To support variable rate content, the content type table contains
separate rates for disk space and bandwidth consumption.  A
constant-rate stream will consume disk bandwidth and disk space at the
same rate.  For data with a variable-rate encoding, the system should
allocate bandwidth more conservatively than disk space.  The bandwidth
consumption rate should be closer to the stream's peak rate and the
storage consumption rate should be closer to the average rate.

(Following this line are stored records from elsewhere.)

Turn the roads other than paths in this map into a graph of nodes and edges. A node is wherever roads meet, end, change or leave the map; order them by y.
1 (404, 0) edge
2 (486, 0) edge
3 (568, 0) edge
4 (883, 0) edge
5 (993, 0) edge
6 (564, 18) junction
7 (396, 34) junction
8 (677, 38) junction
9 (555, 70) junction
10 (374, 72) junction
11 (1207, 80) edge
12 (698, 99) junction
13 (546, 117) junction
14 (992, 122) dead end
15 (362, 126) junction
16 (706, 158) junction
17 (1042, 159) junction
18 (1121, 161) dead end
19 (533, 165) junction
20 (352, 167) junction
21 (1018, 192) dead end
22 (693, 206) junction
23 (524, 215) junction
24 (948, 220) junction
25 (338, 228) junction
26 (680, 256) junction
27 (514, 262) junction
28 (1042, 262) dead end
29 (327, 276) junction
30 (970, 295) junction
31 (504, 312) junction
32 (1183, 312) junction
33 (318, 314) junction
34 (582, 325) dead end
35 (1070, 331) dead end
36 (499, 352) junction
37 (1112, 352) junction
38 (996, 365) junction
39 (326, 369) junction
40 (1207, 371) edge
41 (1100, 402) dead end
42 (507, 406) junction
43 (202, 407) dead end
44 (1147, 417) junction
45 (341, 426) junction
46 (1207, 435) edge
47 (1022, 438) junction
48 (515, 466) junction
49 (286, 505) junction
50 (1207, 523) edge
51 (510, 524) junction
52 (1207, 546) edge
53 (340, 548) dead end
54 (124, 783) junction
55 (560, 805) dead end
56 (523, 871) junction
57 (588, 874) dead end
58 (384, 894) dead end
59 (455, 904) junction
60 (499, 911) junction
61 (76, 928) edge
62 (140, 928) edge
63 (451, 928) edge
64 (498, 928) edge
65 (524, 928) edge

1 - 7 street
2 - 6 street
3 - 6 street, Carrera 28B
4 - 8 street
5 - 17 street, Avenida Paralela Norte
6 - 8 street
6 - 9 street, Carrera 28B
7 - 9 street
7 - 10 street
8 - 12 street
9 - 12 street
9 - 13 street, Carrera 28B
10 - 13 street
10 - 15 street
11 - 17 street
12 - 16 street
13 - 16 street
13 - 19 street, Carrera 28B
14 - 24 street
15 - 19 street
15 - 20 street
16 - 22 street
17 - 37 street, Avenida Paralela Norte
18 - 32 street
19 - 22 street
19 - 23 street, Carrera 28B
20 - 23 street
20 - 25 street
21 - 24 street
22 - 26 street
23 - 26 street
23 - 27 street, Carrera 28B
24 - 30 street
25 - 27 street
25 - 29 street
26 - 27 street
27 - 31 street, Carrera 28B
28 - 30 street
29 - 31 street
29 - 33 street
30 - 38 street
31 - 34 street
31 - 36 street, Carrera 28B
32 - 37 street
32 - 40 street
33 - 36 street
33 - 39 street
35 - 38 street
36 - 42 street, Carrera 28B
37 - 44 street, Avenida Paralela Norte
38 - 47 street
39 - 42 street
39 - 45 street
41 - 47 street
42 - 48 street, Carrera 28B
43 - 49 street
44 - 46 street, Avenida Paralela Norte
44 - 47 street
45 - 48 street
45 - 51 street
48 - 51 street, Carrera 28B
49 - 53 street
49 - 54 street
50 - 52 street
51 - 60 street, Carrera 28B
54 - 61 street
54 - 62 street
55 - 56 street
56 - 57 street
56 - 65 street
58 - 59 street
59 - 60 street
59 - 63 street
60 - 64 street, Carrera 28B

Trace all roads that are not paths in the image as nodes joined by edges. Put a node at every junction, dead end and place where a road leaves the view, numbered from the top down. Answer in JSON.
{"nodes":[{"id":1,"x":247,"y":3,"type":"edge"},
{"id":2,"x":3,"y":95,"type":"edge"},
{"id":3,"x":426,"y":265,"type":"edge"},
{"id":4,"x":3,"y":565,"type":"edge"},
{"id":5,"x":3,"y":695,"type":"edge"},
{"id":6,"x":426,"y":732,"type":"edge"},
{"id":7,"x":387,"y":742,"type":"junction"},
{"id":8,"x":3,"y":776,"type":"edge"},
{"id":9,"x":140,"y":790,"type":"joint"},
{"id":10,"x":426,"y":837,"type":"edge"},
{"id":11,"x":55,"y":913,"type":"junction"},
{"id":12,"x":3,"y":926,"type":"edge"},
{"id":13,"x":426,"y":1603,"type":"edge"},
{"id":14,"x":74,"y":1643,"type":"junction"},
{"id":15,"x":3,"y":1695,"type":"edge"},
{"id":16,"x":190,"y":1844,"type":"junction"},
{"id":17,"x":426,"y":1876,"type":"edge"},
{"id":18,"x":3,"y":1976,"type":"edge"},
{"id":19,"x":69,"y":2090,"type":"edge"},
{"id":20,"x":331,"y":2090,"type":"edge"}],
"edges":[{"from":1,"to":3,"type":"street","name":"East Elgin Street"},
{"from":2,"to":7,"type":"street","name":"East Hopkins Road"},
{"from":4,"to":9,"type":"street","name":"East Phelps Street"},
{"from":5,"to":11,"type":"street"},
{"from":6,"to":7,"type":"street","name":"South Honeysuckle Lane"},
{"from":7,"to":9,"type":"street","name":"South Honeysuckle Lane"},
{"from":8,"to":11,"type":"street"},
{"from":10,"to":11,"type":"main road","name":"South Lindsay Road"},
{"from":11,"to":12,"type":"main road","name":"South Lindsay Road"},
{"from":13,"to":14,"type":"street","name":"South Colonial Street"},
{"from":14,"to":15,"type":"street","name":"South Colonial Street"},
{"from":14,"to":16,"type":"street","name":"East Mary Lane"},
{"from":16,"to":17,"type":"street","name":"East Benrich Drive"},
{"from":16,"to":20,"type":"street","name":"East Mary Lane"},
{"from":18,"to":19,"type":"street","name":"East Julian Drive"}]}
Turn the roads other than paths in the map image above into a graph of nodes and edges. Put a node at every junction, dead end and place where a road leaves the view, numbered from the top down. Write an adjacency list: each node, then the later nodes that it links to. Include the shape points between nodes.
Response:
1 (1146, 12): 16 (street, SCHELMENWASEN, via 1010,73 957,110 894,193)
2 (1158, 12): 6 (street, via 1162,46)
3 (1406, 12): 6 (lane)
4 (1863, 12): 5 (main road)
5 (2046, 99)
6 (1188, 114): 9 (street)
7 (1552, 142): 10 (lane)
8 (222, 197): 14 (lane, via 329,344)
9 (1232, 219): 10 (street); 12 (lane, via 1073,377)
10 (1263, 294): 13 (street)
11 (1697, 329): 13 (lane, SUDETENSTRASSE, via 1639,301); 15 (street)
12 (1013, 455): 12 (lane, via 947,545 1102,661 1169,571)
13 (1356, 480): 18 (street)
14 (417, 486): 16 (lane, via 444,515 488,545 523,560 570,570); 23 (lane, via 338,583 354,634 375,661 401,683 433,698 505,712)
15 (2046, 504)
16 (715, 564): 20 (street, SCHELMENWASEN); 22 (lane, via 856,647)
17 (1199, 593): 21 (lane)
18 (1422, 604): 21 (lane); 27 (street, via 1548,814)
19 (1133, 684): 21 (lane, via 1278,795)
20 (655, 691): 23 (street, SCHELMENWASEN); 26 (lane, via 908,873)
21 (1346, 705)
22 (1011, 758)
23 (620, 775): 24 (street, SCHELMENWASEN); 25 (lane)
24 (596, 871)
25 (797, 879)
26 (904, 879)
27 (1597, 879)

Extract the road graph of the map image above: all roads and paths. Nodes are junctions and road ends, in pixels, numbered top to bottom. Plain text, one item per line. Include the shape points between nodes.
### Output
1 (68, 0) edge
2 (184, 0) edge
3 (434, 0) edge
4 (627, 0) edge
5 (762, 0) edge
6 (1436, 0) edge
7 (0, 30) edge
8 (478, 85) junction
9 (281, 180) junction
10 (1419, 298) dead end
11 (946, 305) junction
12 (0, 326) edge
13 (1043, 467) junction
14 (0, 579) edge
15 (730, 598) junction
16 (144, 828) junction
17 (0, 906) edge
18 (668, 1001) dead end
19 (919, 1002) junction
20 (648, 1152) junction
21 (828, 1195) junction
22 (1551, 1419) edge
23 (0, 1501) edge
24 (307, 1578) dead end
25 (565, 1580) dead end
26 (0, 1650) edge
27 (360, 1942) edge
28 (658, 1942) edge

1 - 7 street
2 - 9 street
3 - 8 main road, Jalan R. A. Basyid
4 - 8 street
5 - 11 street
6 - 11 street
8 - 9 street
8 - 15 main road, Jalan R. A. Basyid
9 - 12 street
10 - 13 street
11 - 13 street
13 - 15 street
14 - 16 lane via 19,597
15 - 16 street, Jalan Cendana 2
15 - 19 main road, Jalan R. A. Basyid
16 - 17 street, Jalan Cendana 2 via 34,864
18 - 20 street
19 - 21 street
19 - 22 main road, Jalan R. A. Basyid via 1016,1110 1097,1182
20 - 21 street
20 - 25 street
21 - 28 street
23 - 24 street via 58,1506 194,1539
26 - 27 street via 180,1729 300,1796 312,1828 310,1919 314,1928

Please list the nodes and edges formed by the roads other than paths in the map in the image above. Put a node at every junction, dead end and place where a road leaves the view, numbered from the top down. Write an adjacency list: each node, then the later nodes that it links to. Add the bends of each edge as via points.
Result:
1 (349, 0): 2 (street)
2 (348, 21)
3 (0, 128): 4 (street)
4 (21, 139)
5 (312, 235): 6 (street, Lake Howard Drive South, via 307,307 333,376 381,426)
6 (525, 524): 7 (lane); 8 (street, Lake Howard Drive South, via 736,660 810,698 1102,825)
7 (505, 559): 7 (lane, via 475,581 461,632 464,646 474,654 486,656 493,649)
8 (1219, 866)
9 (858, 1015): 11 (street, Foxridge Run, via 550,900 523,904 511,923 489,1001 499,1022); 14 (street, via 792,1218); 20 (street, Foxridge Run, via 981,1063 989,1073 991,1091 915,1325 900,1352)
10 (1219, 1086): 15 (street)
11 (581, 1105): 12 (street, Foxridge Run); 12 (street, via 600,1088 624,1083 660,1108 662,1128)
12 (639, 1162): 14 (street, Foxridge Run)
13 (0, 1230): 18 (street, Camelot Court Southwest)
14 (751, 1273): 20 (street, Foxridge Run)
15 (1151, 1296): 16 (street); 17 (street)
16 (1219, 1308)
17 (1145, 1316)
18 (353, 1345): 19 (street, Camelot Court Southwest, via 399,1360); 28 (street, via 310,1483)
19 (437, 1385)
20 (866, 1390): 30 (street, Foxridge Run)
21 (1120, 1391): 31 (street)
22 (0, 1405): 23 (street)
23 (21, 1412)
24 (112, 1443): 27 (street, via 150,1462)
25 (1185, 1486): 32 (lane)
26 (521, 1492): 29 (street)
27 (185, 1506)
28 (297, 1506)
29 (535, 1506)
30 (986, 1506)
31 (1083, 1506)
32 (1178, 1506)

Calliope's Coordinator has some support for fault tolerance.  The
Coordinator detects when one of the MSUs fails by a break in the TCP
connection between the coordinator and the MSU.  When an MSU is down,
the Coordinator marks it as unavailable in the scheduling database.
When the MSU becomes available again, it contacts the Coordinator and
is restored to the scheduling database.  Calliope does not recover
from Coordinator failures.

2.2.1  Disk and Network Scheduling

Calliope's MSUs use double buffering and careful disk and network
device scheduling to ensure that data is delivered at a regular rate
and peripheral devices are fully utilized.  In the case of a read,
double buffering means the network process is sending data to a client
from one main memory buffer while the disk process is loading the
other.  When the network process empties its buffer, the disk process
should already have filled the other buffer.  The two processes swap
buffers for the next cycle.

To allocate bandwidth of a single disk, we give the disk a duty
cycle which is divided into slots.  Each slot is long enough to
read or write a single disk block for one client stream.  The number
of slots in a cycle is the maximum number of block transfers that can
be accomplished during the time it takes for a single stream to
transmit its block.  In other words, the cycle must be short enough
that each client's disk transfer completes before the network transfer
runs out of data to transmit.

In order to replay variable-rate data packets at the correct times,
the network process constructs a delivery schedule as the data
is recorded.  The schedule associates delivery times with data
packets.  When variable-rate data is replayed, the network process
uses the stored delivery schedules to determine when packets are
delivered to the network.  For constant bit-rate streams, the delivery
schedule is calculated rather than stored.  The arrival times in
delivery schedules are not absolute; they are offsets from the
beginning of the recording session.

When it stores the delivery schedule and data on disk, Calliope
interleaves them in a single file using a data structure similar to a
primary B-tree [4].  In a primary B-tree, the file blocks contain both
data and a search tree.  The top parts of the search tree are stored
in internal pages containing only keys and pointers to lower-level
pages.  The lower parts the tree are stored in leaf pages with the
data.  In our case, the key for the search tree is delivery time.  A
sequential scan of the B-tree gives the data packets in the order they
must be delivered to the network.

Calliope's variant on B-tree is called Integrated B-tree (IB-tree)
because it integrates the internal pages into the data pages.
Calliope's large disk blocks allow it to make internal pages smaller
than leaf pages without increasing the height of the tree in most
cases.  We use 28 KByte internal pages (with 1024 keys) and 256 KByte
data pages.  As the B-tree is constructed, Calliope creates the
internal pages and data pages in a manner similar to normal B-tree
construction.  When an internal page fills up, it is copied into the
current data page instead of being written separately on disk.  During
seeks, Calliope traverses the internal pages of the search tree in the
usual way.  During sequential reads, the internal pages are read in as
part of the data page but ignored.  They are so small and only appear
in 0.1 of the data pages so they do not affect read bandwidth
appreciably.  On writes, the IB-tree writes both data page and
internal page using a single disk transfer and seek.  If the two pages
were stored separately, the internal page writes would add slots to
Calliope's disk duty cycle and the extra seeks would reduce disk
utilization.

Finally, Calliope does not use a real-time operating system and
FreeBSD timers have only 10 ms granularity, so delivery times are only
approximate.  While timer granularity will introduce jitter, clients
will have to be able to handle the jitter introduced by the multimedia
delivery network anyway.  We assume that clients have enough buffer
space to smooth any jitter introduced by either the approximate
scheduling or the intervening network.  A 200 KByte buffer will hold
more than one second of 1.5 Mbit/sec video.  Calliope will not add
more than 150 milliseconds of jitter in the worst case (see
Section 3.2.1) and any network that introduces more than 850
milliseconds of jitter is probably not usable for video delivery.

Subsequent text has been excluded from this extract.